Die jeweils eigenständige Behandlung der genannten "Schlüsselereignisse" erlaubt es Günther, tradierte Annahmen über deren jeweilige Bedeutung im kollektiven Gedächtnis des Kaiserreiches kritisch zu überprüfen. Tatsächlich setzen die Autobiografen andere Schwerpunkte als die offizielle Erinnerungskultur des Kaiserreiches: Nur in Bezug auf 1870/71 korrespondiert die öffentliche Deutung dieses Krieges als "Kulminationspunkt der kleindeutschen Einigung" mit seiner ausführlichen Thematisierung in fast allen Lebenserinnerungen. Die Befreiungskriege hingegen spielen ebenso wie die Kriege von 1864 und 1866 nur eine verhältnismäßig geringe Rolle in den Autobiografien; die Revolution von 1848, die im offiziellen Gedächtnis des Kaiserreiches marginalisiert war, markiert in ihnen einen "prominenten historischen Bezugspunkt" (68). Zu fragen wäre allerdings, ob die relativ geringe Aufmerksamkeit, die den Jahren 1813/15 gewidmet wird, tatsächlich als Beleg für deren bis ins Kaiserreich hinein "gebrochene Wirkungsgeschichte" (447) gelten kann. Schließlich hatte nur eine Minderheit der Autobiografen diese Zeit schon bewusst miterlebt, und jene, bis auf eine einzige Ausnahme, als Kinder. Auch im Hinblick auf den großen Stellenwert von 1848 in den Autobiografien ließe sich einwenden, dass dieser sich vor allem lebensgeschichtlichen Faktoren verdankt. Günther setzt dem entgegen, dass es sich gerade angesichts der offiziellen Erinnerungskultur des Kaiserreiches "keineswegs von selbst" (68) verstehe, dass solche Erinnerungen auch thematisiert werden. In Bezug auf 1848 streicht sie heraus, dass zwar die meisten Autobiografen eine distanzierte Haltung zur Revolution betonten - "Ich war nicht dabei", lautet das gängige Fazit -, andererseits aber im Rückblick häufig eine Brücke von "1848" zu "1871" schlugen. Nachträglich sei "1848" nicht selten in eine Etappe der kleindeutschen Erfolgsgeschichte umgedeutet worden, eine Strategie, um den "bürgerlichen Anteil am neuen Nationalstaat" (115) besonders herauszustellen.

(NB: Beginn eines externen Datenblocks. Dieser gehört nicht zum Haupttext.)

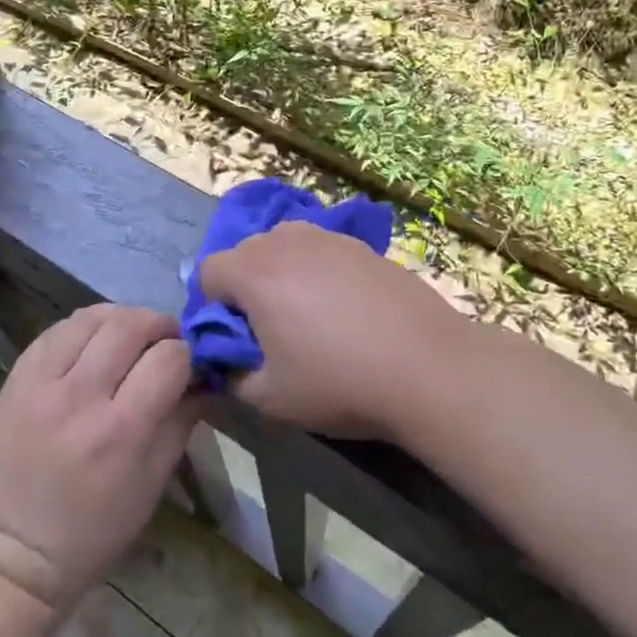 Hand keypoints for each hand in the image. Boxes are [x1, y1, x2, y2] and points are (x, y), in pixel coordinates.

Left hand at [0, 305, 196, 617]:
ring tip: (129, 336)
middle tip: (165, 341)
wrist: (9, 553)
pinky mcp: (15, 379)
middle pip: (131, 325)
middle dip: (159, 325)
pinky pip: (55, 330)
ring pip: (92, 317)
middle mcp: (82, 396)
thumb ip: (182, 422)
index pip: (169, 358)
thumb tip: (203, 379)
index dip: (187, 354)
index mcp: (123, 430)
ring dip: (121, 318)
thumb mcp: (152, 484)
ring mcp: (42, 383)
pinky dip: (83, 327)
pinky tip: (92, 341)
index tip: (189, 364)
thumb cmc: (93, 532)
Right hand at [198, 221, 473, 438]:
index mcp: (256, 272)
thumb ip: (234, 377)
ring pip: (287, 243)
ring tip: (308, 312)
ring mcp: (331, 239)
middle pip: (246, 250)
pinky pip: (323, 249)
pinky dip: (319, 269)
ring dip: (283, 271)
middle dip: (246, 284)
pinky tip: (346, 307)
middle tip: (269, 327)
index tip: (235, 337)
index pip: (209, 270)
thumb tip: (229, 363)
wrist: (428, 367)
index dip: (211, 305)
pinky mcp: (365, 247)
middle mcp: (288, 242)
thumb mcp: (271, 398)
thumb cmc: (339, 382)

In den Kapiteln zu den Einigungskriegen arbeitet Günther präzise die unterschiedlichen Zugänge zum Nationalen heraus, welche die verschiedenen Gattungen der Selbstzeugnisse kennzeichnen, und lenkt den Blick des Lesers auf individuelle erzählerische Strategien der Sinnkonstruktion. So kann sie etwa zeigen, dass nachträgliche Umdeutungen der eigenen Lebensgeschichte - etwa im Sinne von "schon damals preußisch" (138) - gelegentlich von der Erzählung selbst unterlaufen werden. Sie analysiert, inwieweit in die Texte Wahrnehmungen des erinnerten Ichs hineinfließen, die der Intention des erinnernden Ichs entgegen stehen. Diskutierbar ist gleichwohl, ob eine nationale Wertung aufgrund der Tatsache, dass das Nationale nicht den gesamten Text strukturiert, tatsächlich als "Sprachklischee" bzw. "rhetorische Pflichtübung" (53) abzuwerten ist. Geschlechtsspezifische Unterschiede in Schreibstil und Selbstinszenierung beleuchtet Günther differenziert und liefert dabei eine Fülle von interessanten Beobachtungen.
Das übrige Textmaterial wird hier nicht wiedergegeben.